Start of Block

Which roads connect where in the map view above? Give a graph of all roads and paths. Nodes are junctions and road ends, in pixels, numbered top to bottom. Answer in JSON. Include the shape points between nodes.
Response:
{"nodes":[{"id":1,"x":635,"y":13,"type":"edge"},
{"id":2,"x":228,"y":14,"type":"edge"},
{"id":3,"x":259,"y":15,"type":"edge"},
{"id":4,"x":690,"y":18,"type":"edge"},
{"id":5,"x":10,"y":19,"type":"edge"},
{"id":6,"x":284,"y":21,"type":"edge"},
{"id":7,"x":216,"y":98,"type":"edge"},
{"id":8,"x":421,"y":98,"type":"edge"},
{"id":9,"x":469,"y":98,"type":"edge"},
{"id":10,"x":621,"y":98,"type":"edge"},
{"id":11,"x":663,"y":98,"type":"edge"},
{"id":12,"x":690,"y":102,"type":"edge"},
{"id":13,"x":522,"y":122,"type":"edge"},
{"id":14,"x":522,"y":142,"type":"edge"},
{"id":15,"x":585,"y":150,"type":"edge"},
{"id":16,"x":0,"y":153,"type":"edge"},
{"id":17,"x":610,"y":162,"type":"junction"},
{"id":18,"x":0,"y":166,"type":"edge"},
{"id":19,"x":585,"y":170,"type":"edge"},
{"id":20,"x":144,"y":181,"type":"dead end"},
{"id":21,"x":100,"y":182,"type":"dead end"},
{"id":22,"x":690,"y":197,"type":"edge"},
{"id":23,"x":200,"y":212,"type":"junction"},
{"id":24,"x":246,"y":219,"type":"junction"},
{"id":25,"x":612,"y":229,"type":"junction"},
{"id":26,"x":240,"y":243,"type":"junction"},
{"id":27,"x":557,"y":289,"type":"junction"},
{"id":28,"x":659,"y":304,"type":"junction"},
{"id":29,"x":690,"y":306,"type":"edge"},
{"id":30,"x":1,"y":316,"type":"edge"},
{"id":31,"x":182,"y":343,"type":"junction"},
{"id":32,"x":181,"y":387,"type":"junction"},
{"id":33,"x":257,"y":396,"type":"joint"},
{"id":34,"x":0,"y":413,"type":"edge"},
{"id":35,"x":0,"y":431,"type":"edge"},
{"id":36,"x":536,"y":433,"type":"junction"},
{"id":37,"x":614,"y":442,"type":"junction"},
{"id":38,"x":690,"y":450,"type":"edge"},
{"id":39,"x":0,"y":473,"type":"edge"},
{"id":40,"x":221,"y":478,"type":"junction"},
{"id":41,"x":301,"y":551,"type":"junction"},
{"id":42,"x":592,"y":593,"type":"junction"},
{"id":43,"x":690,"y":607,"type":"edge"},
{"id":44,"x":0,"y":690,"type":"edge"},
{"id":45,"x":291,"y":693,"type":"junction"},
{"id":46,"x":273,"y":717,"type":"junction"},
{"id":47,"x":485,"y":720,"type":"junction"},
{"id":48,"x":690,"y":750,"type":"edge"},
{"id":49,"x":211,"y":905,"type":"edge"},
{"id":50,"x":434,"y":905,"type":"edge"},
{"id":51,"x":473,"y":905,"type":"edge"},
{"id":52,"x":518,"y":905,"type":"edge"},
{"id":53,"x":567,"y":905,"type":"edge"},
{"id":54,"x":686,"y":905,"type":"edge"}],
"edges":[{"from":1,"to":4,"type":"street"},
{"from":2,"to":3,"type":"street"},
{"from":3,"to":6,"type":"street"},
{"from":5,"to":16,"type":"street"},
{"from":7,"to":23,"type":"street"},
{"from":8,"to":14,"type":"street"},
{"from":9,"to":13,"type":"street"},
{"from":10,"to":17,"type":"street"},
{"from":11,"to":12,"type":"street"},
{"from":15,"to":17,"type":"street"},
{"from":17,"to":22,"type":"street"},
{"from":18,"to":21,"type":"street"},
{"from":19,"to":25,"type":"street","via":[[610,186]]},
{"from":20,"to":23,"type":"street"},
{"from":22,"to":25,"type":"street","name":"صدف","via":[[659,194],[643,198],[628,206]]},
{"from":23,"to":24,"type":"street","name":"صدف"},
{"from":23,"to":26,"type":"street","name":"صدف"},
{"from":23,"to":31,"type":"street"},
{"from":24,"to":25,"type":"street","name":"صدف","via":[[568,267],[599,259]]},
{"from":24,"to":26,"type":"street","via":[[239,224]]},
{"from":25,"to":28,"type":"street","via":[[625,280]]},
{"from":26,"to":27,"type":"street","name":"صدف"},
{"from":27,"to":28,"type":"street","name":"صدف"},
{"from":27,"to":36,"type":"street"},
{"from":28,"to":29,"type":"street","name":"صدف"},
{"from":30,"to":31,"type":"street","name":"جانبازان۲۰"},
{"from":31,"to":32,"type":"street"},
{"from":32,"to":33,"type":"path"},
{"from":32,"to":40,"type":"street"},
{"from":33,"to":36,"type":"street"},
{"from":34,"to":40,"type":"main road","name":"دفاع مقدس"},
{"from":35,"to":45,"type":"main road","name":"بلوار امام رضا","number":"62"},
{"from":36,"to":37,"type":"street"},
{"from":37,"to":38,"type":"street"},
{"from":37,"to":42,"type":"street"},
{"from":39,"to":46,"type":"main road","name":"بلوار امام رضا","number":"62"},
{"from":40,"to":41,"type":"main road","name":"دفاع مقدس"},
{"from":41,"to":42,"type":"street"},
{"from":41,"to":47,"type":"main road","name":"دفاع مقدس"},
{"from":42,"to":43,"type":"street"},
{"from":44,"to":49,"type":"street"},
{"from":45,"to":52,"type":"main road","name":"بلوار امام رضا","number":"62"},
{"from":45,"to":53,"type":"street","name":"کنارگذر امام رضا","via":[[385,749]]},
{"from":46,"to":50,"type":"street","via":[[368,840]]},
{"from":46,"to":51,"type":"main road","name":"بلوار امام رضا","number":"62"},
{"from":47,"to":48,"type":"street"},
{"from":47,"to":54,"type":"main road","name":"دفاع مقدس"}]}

End of Block

# Action item
From the listing above, return every line that contains the word "main".

# Result
{"from":34,"to":40,"type":"main road","name":"دفاع مقدس"},
{"from":35,"to":45,"type":"main road","name":"بلوار امام رضا","number":"62"},
{"from":39,"to":46,"type":"main road","name":"بلوار امام رضا","number":"62"},
{"from":40,"to":41,"type":"main road","name":"دفاع مقدس"},
{"from":41,"to":47,"type":"main road","name":"دفاع مقدس"},
{"from":45,"to":52,"type":"main road","name":"بلوار امام رضا","number":"62"},
{"from":46,"to":51,"type":"main road","name":"بلوار امام رضا","number":"62"},
{"from":47,"to":54,"type":"main road","name":"دفاع مقدس"}]}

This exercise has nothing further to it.